Setting up development environment

  • Ensure that the common STM prerequisites are met
  • Install STM32CubeL4 SDK 1.15.0 or newer (provided by the Qt online Installer).

Qt Creator IDE

  • Launch Qt Creator and select Tools > Options > Devices > MCU.
  • Select the Qt for MCUs 1.4 - STM32L4R9I-DISCOVERY-BAREMETAL 24bpp from the drop-down list for Target supported by the Qt for MCUs SDK.
  • Provide the STM32CubeProgrammer install path if it is not installed in the default location.
  • In the Requirements section, ensure that the platform-specific requirements are met.
  • Select Create Kit to create a kit for the selected target. if a kit already exists, remove it first using Remove Kit.

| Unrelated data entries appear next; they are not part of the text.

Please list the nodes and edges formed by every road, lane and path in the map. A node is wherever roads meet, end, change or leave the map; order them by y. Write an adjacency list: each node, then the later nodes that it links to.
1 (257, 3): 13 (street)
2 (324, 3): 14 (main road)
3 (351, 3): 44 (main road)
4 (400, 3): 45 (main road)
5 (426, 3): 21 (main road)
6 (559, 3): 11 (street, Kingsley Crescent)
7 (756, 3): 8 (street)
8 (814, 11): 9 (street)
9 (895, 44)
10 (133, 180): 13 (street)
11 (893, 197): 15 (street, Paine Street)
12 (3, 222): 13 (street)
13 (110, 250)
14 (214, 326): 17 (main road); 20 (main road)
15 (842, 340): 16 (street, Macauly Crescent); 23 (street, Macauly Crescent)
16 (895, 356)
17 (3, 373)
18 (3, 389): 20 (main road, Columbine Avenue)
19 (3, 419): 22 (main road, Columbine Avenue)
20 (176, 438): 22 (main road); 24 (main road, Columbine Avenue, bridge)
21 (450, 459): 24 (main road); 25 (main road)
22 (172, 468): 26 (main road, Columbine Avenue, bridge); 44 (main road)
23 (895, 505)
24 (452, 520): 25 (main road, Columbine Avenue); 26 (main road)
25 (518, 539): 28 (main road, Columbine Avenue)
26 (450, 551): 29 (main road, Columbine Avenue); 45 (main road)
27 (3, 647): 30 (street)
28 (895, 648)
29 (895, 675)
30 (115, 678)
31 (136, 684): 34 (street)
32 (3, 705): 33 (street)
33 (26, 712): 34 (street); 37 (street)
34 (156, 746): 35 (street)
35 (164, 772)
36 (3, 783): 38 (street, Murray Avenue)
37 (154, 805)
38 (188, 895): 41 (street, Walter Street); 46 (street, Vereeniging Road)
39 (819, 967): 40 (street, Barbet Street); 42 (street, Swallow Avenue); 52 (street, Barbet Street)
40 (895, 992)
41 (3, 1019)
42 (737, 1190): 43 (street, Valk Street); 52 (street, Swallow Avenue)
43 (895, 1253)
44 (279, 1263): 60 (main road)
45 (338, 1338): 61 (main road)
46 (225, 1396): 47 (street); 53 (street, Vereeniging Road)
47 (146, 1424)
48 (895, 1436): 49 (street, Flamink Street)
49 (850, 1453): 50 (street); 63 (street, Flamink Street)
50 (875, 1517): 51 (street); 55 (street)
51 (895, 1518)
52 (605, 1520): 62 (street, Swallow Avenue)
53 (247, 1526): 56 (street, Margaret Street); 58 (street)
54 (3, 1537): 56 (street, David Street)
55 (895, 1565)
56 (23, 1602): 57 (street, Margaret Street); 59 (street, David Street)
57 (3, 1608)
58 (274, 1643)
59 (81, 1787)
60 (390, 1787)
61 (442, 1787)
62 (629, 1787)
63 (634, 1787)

    Note: If you don't see the option to create a kit, check your settings in the Requirements section.

  • Click Apply.

Command line setup

To get started from the command line, ensure that the following these instructions:

  • Qul_DIR to the Qt for MCUs SDK install path.
    <QT_INSTALL_PATH>\QtMCUs\<VERSION>

    where,

    • <QT_INSTALL_PATH> is the Qt install directory,
    • and <VERSION> is the directory containing the Qt Quick Ultralite version you are using, for example 1.1.0.
  • ARMGCC_DIR to the ARM Toolchain install path.
  • Add the CMake and Ninja tools to your system PATH. If you installed these tools using the Qt online installer, they are installed under <QT_INSTALL_PATH>\Tools.
  • Add STM32CubeProg install directory to System PATH if it is not installed in the default location.
  • Add ST-LINK_gdbserver.exe directory to your System PATH
    <STM32_CUBE_IDE_INSTALL_PATH>\stm32cubeide_1.3.0\plugins\com.st.stm32cube.ide.mcu.externaltools.stlink-gdb-server.win32_1.3.0.202002181050\tools\bin

    where, <STM32_CUBE_IDE_INSTALL_PATH> is the Cube IDE install path.

    Note: STM32CubeIDE is optional and required only for on-chip debugging purposes.

  • Create the STM32Cube_FW_L4_SDK_PATH environment variable and set it to:
    <QT_INSTALL_PATH>\Tools\QtMCUs\STM\STM32Cube_FW_L4_V<version>

    where, <QT_INSTALL_PATH> points to the Qt install directory.

Build configuration

Qt Creator provides a build configuration with the kit that you created earlier for the Qt for MCUs 1.4 - STM32L4R9I-DISCOVERY-BAREMETAL 24bpp target. If you are using a command line setup, configure using the following CMake variables. For more information, see the CMake Manual.

  • QUL_PLATFORM

    The platform to build must be set to stm32l4r9i-discovery-baremetal for this board.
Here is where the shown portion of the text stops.